10 years after that disreputable meeting the time has come to evaluate its results. It has been evident that the theory, which held that population growth was an obstacle to development, and the recipe for eliminating poverty was to limit population growth, are absurd and harmful. Two weeks ago, in issue 49 of 'Niedziela' (dated 5 December 2004) we published an interview with Archbishop Renato Raffaele Martino, member of the delegation of the Holy See. He evaluated that meeting and its results from the perspective of a decade. At present, as we have already announced, we are publishing the conversation with the second member of the delegation, Fr Silvano M. Tomasi CS, who was then the secretary of the Pontifical Council of Pastoral Care of Migrants and Itinerant Peoples Both interviews were conducted by Wlodzimierz Redzioch.

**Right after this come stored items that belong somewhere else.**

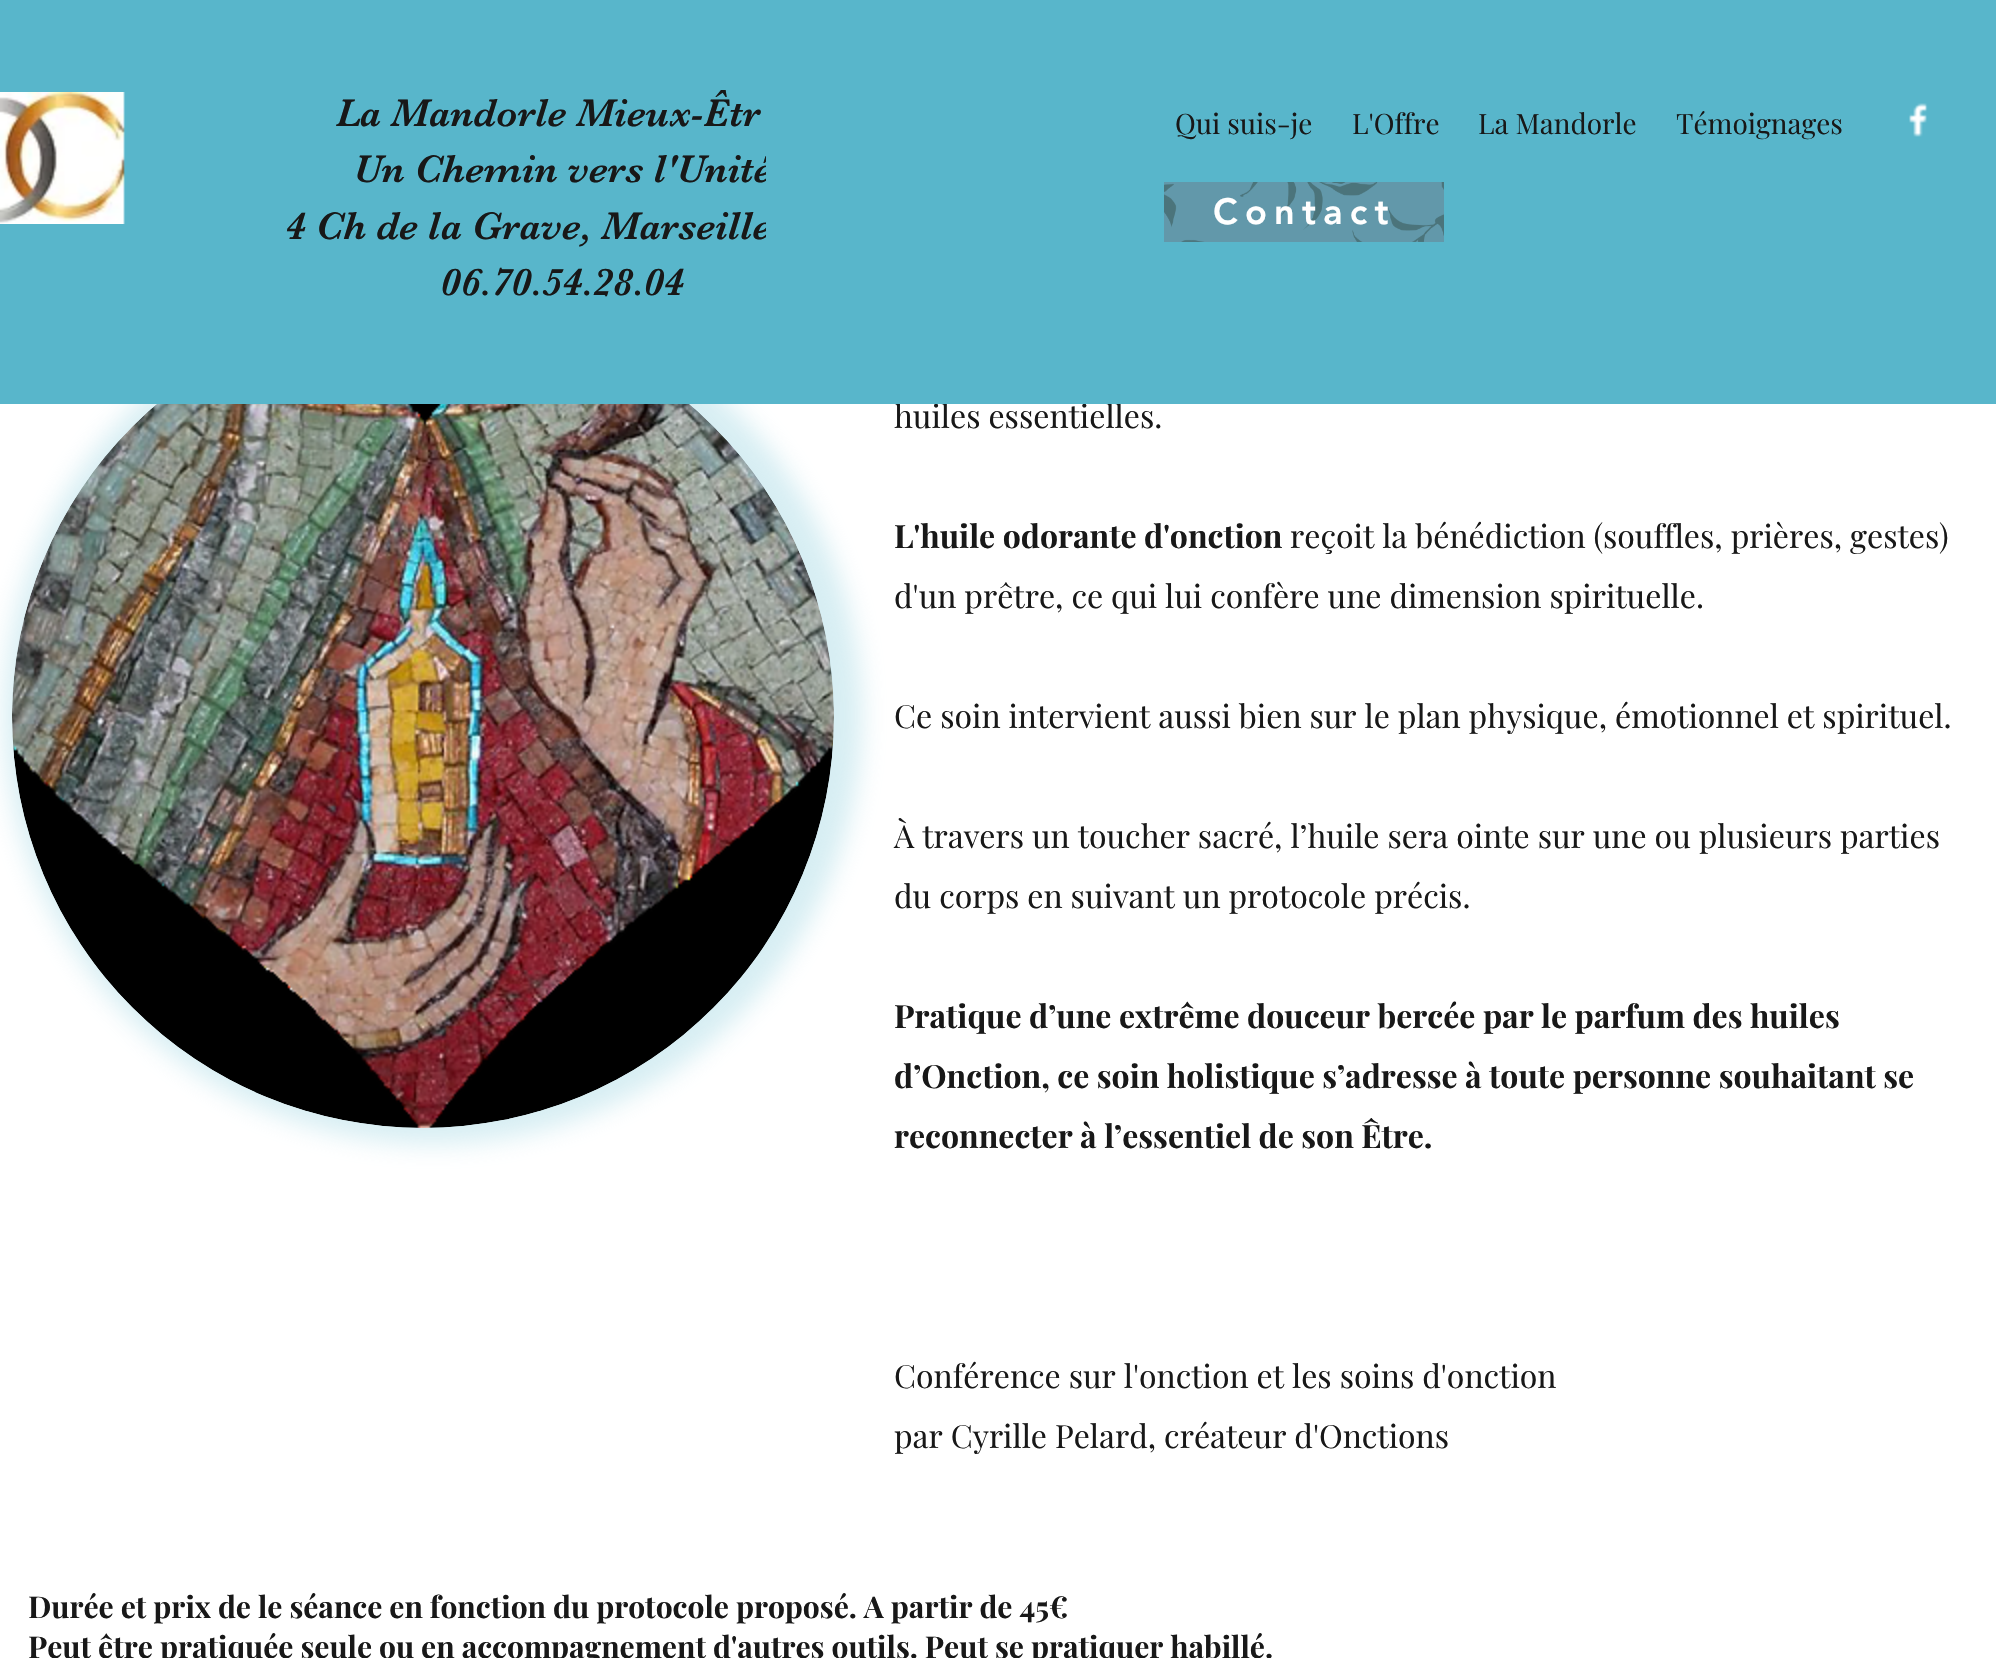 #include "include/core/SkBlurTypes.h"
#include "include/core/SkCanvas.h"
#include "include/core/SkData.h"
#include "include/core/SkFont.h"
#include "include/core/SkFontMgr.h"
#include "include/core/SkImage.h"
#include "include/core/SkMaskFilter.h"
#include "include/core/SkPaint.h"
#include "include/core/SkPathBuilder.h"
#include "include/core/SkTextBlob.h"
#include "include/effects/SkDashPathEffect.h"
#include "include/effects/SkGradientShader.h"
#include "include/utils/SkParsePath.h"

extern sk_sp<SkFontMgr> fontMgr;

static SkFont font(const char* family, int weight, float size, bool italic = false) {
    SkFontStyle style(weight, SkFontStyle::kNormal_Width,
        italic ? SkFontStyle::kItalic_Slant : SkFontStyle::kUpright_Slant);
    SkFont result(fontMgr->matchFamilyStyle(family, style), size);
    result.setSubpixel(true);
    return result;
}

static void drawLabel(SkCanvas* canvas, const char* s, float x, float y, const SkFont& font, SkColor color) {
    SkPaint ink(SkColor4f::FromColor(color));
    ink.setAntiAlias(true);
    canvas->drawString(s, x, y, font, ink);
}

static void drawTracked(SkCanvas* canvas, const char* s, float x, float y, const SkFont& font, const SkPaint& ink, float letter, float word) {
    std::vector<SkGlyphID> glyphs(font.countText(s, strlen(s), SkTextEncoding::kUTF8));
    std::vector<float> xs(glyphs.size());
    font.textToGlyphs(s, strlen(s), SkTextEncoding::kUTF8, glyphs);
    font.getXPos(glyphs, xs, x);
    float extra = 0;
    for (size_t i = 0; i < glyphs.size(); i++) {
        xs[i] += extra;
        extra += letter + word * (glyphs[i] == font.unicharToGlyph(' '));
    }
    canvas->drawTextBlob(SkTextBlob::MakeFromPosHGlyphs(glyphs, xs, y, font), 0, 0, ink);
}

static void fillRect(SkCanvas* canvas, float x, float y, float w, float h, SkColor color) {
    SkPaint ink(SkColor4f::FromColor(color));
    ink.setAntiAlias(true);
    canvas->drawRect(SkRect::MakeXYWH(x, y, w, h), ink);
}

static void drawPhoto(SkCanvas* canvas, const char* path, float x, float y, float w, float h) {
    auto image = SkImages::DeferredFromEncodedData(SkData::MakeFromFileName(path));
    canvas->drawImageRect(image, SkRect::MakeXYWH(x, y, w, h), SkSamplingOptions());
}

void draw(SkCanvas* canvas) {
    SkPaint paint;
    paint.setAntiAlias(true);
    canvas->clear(0xFFFFFFFF);
    paint.setColor(0x7AABDBE5);
    paint.setMaskFilter(SkMaskFilter::MakeBlur(kNormal_SkBlurStyle, 12));
    canvas->drawRoundRect(SkRect::MakeXYWH(4, 286, 858, 858), 429, 429, paint);
    paint.setMaskFilter(nullptr);
    SkFont font1 = font("Playfair Display", 400, 32);
    drawLabel(canvas, "huiles essentielles.", 894, 428, font1, 0xFF181818);
    fillRect(canvas, 0, 0, 1996, 404, 0xFF58B6CB);
    drawPhoto(canvas, "assets/img1.png", 0, 92, 125, 132);
    SkFont font2 = font("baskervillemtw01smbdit", 400, 40);
    drawLabel(canvas, "La Mandorle Mieux-Êtr", 336, 126, font2, 0xFF181818);
    drawLabel(canvas, "Un Chemin vers l'Unité", 354, 182, font2, 0xFF181818);
    drawLabel(canvas, "4 Ch de la Grave, Marseille", 286, 239, font2, 0xFF181818);
    drawLabel(canvas, "06.70.54.28.04", 441, 295, font2, 0xFF181818);
    fillRect(canvas, 766, 156, 6, 81, 0xFF58B6CB);
    SkFont font3 = font("Playfair Display", 400, 28);
    drawLabel(canvas, "Qui suis-je", 1175, 134, font3, 0xFF181818);
    drawLabel(canvas, "L'Offre", 1352, 134, font3, 0xFF181818);
    drawLabel(canvas, "La Mandorle", 1478, 134, font3, 0xFF181818);
    drawLabel(canvas, "Témoignages", 1676, 134, font3, 0xFF181818);
    drawPhoto(canvas, "assets/img2.png", 1909, 103, 19, 34);
    fillRect(canvas, 1164, 182, 280, 60, 0xFF6298AA);
    drawPhoto(canvas, "assets/img3.png", 1164, 182, 280, 60);
    SkFont font4 = font("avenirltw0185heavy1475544", 900, 36);
    paint.setColor(0xFFFFFFFF);
    drawTracked(canvas, "Contact", 1213, 224, font4, paint, 7.25f, 0);
    drawPhoto(canvas, "assets/img4.png", 12, 404, 822, 724);
    SkFont font5 = font("Playfair Display", 700, 32);
    drawLabel(canvas, "L'huile odorante d'onction", 894, 548, font5, 0xFF181818);
    drawLabel(canvas, "reçoit la bénédiction (souffles, prières, gestes)", 1290, 548, font1, 0xFF181818);
    drawLabel(canvas, "d'un prêtre, ce qui lui confère une dimension spirituelle.", 894, 608, font1, 0xFF181818);
    drawLabel(canvas, "Ce soin intervient aussi bien sur le plan physique, émotionnel et spirituel.", 894, 728, font1, 0xFF181818);
    drawLabel(canvas, "À travers un toucher sacré, l’huile sera ointe sur une ou plusieurs parties", 894, 848, font1, 0xFF181818);
    drawLabel(canvas, "du corps en suivant un protocole précis.", 894, 908, font1, 0xFF181818);
    drawLabel(canvas, "Pratique d’une extrême douceur bercée par le parfum des huiles", 894, 1028, font5, 0xFF181818);
    drawLabel(canvas, "d’Onction, ce soin holistique s’adresse à toute personne souhaitant se", 894, 1088, font5, 0xFF181818);
    drawLabel(canvas, "reconnecter à l’essentiel de son Être.", 894, 1148, font5, 0xFF181818);
    drawLabel(canvas, "Conférence sur l'onction et les soins d'onction", 894, 1388, font1, 0xFF181818);
    drawLabel(canvas, "par Cyrille Pelard, créateur d'Onctions", 894, 1448, font1, 0xFF181818);
    SkFont font6 = font("Playfair Display", 700, 30);
    drawLabel(canvas, "Durée et prix de le séance en fonction du protocole proposé. A partir de 45€", 28, 1618, font6, 0xFF181818);
    drawLabel(canvas, "Peut être pratiquée seule ou en accompagnement d'autres outils. Peut se pratiquer habillé.", 28, 1658, font6, 0xFF181818);
}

Wlodzimierz Redzioch: - What happened 10 years ago, at the UN Conference in Cairo?
Archbishop Silvano Tomasi, C.S.: - The UN Conference, held in Cairo in September 1994, was an important event in the life of the international community because during the Conference there were debates about such important contemporary issues as development of poor countries, population issues and the role of women in society. During the discussions about the influence of the number of population on economic growth, moral issues were raised and two visions of the future were confronted. According to one vision the life of every human being is valuable and seen as a potential source of prosperity. In the second vision population growth is an obstacle to development and the condition to eliminate poverty would be to limit the number of people on our planet. This problem is still relevant today because the Programme of Action of the Conference is the basis of concrete actions for the cause of development.
- How can we evaluate the results of the Conference in Cairo from the perspective of a decade?
- The objectives of the Conference were very generous but the ways to attain them proved to be wrong. Above all, too much emphasis was placed on the dubious theory that overpopulation was to be the reason of poverty. Secondly, in Cairo there was an attempt to force a 'new' anthropology, which - in spite of the natural law - introduces a new concept of human being (the value and dignity of a human being recede into the background and what counts is his or her health and prosperity; a human being is characterised by extreme individualism, which means that he or she is self-contained and has no other points of reference apart from him/her). These visions determined the social and political projections, which have dramatic consequences. They also influence the attitude towards religion - if some religion does not share this anthropology it is opposed. In the world, where only the sense of one's own and egoistic good counts, the law of the stronger or the richer has been in effect.
- Does it mean that the Conference in Cairo was a negative fact in the history of mankind?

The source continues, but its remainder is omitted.